## EXERCISE DIRECTIONS
Transcribe every entry word for word.

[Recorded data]
--------------------------------

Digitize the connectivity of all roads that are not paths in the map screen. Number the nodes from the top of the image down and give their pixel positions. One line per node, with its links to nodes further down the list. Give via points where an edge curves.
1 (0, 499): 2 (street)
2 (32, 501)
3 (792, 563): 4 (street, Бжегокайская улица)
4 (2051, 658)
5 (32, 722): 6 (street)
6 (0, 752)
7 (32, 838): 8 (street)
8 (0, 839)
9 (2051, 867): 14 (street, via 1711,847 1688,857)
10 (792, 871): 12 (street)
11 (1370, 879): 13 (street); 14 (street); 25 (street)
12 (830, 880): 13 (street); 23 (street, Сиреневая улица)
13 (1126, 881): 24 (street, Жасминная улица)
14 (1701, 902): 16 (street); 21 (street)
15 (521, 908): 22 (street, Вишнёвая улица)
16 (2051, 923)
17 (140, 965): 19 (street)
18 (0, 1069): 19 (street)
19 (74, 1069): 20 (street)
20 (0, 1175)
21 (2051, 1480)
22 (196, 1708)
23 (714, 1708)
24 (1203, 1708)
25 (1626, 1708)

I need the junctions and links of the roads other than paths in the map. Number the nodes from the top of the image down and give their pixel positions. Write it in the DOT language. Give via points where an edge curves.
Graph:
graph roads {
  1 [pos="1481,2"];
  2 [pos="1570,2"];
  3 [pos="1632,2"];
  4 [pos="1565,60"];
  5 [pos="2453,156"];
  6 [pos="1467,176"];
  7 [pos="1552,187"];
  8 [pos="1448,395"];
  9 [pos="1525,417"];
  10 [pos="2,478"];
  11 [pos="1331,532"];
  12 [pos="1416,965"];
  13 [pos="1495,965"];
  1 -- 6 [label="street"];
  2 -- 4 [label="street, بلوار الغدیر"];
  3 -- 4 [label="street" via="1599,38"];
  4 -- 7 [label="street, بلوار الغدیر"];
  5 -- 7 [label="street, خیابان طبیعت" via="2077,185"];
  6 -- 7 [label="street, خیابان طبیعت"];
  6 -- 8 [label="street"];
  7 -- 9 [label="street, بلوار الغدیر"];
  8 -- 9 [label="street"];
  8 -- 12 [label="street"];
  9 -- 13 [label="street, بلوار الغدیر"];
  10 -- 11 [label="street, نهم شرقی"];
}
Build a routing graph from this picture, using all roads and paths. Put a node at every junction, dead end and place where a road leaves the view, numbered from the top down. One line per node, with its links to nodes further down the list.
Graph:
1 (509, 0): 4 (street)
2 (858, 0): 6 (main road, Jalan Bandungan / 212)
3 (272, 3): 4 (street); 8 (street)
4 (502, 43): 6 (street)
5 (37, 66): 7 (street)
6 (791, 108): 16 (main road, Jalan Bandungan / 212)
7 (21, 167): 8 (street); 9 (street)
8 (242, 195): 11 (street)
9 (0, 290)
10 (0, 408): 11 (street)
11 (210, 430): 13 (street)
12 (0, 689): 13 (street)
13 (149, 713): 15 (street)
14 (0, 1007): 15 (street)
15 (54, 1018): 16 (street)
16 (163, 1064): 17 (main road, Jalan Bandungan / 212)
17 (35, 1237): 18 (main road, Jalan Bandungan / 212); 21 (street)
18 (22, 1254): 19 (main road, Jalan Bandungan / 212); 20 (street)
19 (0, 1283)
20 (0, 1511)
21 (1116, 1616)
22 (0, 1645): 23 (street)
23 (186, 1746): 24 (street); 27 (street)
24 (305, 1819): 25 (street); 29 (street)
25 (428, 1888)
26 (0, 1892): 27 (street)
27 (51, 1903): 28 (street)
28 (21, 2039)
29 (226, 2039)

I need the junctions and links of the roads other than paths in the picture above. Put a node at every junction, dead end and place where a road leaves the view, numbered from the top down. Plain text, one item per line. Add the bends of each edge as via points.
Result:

--------------------------------

## SOLUTION FOR THIS TASK
Digitize the connectivity of all roads that are not paths in the map screen. Number the nodes from the top of the image down and give their pixel positions. One line per node, with its links to nodes further down the list. Give via points where an edge curves.
1 (0, 499): 2 (street)
2 (32, 501)
3 (792, 563): 4 (street, Бжегокайская улица)
4 (2051, 658)
5 (32, 722): 6 (street)
6 (0, 752)
7 (32, 838): 8 (street)
8 (0, 839)
9 (2051, 867): 14 (street, via 1711,847 1688,857)
10 (792, 871): 12 (street)
11 (1370, 879): 13 (street); 14 (street); 25 (street)
12 (830, 880): 13 (street); 23 (street, Сиреневая улица)
13 (1126, 881): 24 (street, Жасминная улица)
14 (1701, 902): 16 (street); 21 (street)
15 (521, 908): 22 (street, Вишнёвая улица)
16 (2051, 923)
17 (140, 965): 19 (street)
18 (0, 1069): 19 (street)
19 (74, 1069): 20 (street)
20 (0, 1175)
21 (2051, 1480)
22 (196, 1708)
23 (714, 1708)
24 (1203, 1708)
25 (1626, 1708)

I need the junctions and links of the roads other than paths in the map. Number the nodes from the top of the image down and give their pixel positions. Write it in the DOT language. Give via points where an edge curves.
Graph:
graph roads {
  1 [pos="1481,2"];
  2 [pos="1570,2"];
  3 [pos="1632,2"];
  4 [pos="1565,60"];
  5 [pos="2453,156"];
  6 [pos="1467,176"];
  7 [pos="1552,187"];
  8 [pos="1448,395"];
  9 [pos="1525,417"];
  10 [pos="2,478"];
  11 [pos="1331,532"];
  12 [pos="1416,965"];
  13 [pos="1495,965"];
  1 -- 6 [label="street"];
  2 -- 4 [label="street, بلوار الغدیر"];
  3 -- 4 [label="street" via="1599,38"];
  4 -- 7 [label="street, بلوار الغدیر"];
  5 -- 7 [label="street, خیابان طبیعت" via="2077,185"];
  6 -- 7 [label="street, خیابان طبیعت"];
  6 -- 8 [label="street"];
  7 -- 9 [label="street, بلوار الغدیر"];
  8 -- 9 [label="street"];
  8 -- 12 [label="street"];
  9 -- 13 [label="street, بلوار الغدیر"];
  10 -- 11 [label="street, نهم شرقی"];
}
Build a routing graph from this picture, using all roads and paths. Put a node at every junction, dead end and place where a road leaves the view, numbered from the top down. One line per node, with its links to nodes further down the list.
Graph:
1 (509, 0): 4 (street)
2 (858, 0): 6 (main road, Jalan Bandungan / 212)
3 (272, 3): 4 (street); 8 (street)
4 (502, 43): 6 (street)
5 (37, 66): 7 (street)
6 (791, 108): 16 (main road, Jalan Bandungan / 212)
7 (21, 167): 8 (street); 9 (street)
8 (242, 195): 11 (street)
9 (0, 290)
10 (0, 408): 11 (street)
11 (210, 430): 13 (street)
12 (0, 689): 13 (street)
13 (149, 713): 15 (street)
14 (0, 1007): 15 (street)
15 (54, 1018): 16 (street)
16 (163, 1064): 17 (main road, Jalan Bandungan / 212)
17 (35, 1237): 18 (main road, Jalan Bandungan / 212); 21 (street)
18 (22, 1254): 19 (main road, Jalan Bandungan / 212); 20 (street)
19 (0, 1283)
20 (0, 1511)
21 (1116, 1616)
22 (0, 1645): 23 (street)
23 (186, 1746): 24 (street); 27 (street)
24 (305, 1819): 25 (street); 29 (street)
25 (428, 1888)
26 (0, 1892): 27 (street)
27 (51, 1903): 28 (street)
28 (21, 2039)
29 (226, 2039)

I need the junctions and links of the roads other than paths in the picture above. Put a node at every junction, dead end and place where a road leaves the view, numbered from the top down. Plain text, one item per line. Add the bends of each edge as via points.
Result:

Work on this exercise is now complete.